Either way, character unlocks are a nightmare in World. They’re either luck based to the point of being annoying, or confusing to the point of needing a wiki or walkthrough.
And it’s a real shame, since World just does so many things right. It’s got some amazing visuals, with some of the most expressive and well-designed characters in the entire series. The music is absolutely outstanding, with well over 200 unique songs to listen to in free roam and intermissions. The amount of content is amazing, with the tracks themselves being some of the best in the series.

It’s just disappointing that Nintendo took so many steps back in other areas as well. It’s the best Mario Kart so far, but it could have arguably been significantly better.

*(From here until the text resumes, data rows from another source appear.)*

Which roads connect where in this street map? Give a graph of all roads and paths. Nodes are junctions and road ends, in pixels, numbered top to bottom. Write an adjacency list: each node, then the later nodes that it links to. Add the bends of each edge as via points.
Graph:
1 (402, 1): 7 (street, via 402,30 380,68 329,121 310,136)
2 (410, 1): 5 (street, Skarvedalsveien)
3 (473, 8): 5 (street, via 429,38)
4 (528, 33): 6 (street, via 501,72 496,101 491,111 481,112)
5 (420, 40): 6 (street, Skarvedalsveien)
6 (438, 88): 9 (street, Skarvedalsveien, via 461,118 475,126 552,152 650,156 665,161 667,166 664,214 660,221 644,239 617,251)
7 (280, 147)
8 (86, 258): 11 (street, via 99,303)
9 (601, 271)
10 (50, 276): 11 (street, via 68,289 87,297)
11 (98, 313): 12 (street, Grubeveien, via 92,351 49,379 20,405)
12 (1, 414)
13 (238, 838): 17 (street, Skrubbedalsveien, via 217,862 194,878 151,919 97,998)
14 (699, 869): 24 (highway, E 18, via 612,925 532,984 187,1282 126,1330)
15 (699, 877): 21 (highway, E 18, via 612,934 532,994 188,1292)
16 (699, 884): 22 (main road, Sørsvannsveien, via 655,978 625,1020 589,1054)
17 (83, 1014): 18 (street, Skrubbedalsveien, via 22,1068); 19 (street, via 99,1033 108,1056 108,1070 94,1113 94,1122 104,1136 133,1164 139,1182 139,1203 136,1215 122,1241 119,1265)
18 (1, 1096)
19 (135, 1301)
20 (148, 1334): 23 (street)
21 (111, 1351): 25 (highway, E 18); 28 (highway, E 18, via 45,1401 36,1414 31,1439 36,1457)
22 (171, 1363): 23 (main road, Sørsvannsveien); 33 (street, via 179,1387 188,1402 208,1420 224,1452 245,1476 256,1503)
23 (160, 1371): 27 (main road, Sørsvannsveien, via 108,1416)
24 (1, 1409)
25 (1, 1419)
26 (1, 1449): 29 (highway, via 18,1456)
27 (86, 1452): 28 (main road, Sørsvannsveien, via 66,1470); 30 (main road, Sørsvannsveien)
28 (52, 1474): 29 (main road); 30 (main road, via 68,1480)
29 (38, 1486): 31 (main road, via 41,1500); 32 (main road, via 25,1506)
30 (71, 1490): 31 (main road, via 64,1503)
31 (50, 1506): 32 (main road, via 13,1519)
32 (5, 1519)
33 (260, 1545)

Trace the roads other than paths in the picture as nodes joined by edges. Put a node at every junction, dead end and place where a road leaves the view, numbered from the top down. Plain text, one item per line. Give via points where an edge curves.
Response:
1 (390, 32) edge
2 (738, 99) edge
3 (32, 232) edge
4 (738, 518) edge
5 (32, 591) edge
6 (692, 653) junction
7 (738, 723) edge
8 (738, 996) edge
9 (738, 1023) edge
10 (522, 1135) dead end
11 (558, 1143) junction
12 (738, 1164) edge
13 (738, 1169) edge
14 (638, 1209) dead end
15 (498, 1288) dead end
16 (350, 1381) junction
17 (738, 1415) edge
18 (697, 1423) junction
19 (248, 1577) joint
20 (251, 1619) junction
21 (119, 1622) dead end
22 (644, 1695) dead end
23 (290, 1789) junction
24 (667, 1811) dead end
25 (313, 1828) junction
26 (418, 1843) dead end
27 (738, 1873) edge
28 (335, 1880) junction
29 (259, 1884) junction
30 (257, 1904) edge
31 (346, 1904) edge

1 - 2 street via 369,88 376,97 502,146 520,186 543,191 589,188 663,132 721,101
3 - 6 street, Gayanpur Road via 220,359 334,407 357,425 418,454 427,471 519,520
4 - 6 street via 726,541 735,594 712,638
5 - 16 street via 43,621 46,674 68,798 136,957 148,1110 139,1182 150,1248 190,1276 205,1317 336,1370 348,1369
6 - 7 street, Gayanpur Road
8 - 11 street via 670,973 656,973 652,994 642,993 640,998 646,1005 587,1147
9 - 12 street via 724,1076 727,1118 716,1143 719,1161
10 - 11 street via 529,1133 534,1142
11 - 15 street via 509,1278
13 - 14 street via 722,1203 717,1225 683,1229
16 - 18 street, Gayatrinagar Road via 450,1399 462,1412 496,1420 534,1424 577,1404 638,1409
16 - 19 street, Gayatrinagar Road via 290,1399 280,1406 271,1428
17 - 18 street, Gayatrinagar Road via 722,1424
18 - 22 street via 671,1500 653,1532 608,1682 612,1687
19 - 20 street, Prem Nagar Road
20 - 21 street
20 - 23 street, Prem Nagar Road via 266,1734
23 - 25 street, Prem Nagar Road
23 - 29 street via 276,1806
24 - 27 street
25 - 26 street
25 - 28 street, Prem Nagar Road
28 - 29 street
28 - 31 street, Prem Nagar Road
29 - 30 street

Which brings us to the old value question. Is Mario Kart World worth buying?
Because here’s the thing. Mario Kart World costs $80, roughly equal to 8 Deluxe and the DLC. But that’s really not the full price for most people.
No, it’s arguably a $500 game too, since it’s the title that’s meant to sell people on the Switch 2. It’s the game you buy the console for right now, given that the likes of DK Bananza and Metroid Prime 4 are still a few months away.
Is Mario Kart World worth that much?
Honestly, we’d say no. It’s a great game, and it’s well worth buying if you’re a Mario fan. If you bought a Switch 2 for any other reason, there’s no reason not to get this game.
But it’s not a system seller just yet. It’s not a game that should make you rush out to buy a new console here. It’s a day 1 purchase for existing console owners and that’s it.
Regardless, those are our thoughts on Mario Kart World. Overall, it’s a good game with a lot of differences from previous Mario Kart entries, and on paper, the best game in the series bar none. It’s the kind of revolution the franchise needed after 8 Deluxe, and things like the open world and knockout tour definitely enhance the experience to a significant degree…
It’s just also limited by some questionable design decisions on Nintendo’s part, including missing features, odd character unlock conditions and a price that may be a little too high for most people to bear.
Definitely check it out if you’re a Switch 2 owner!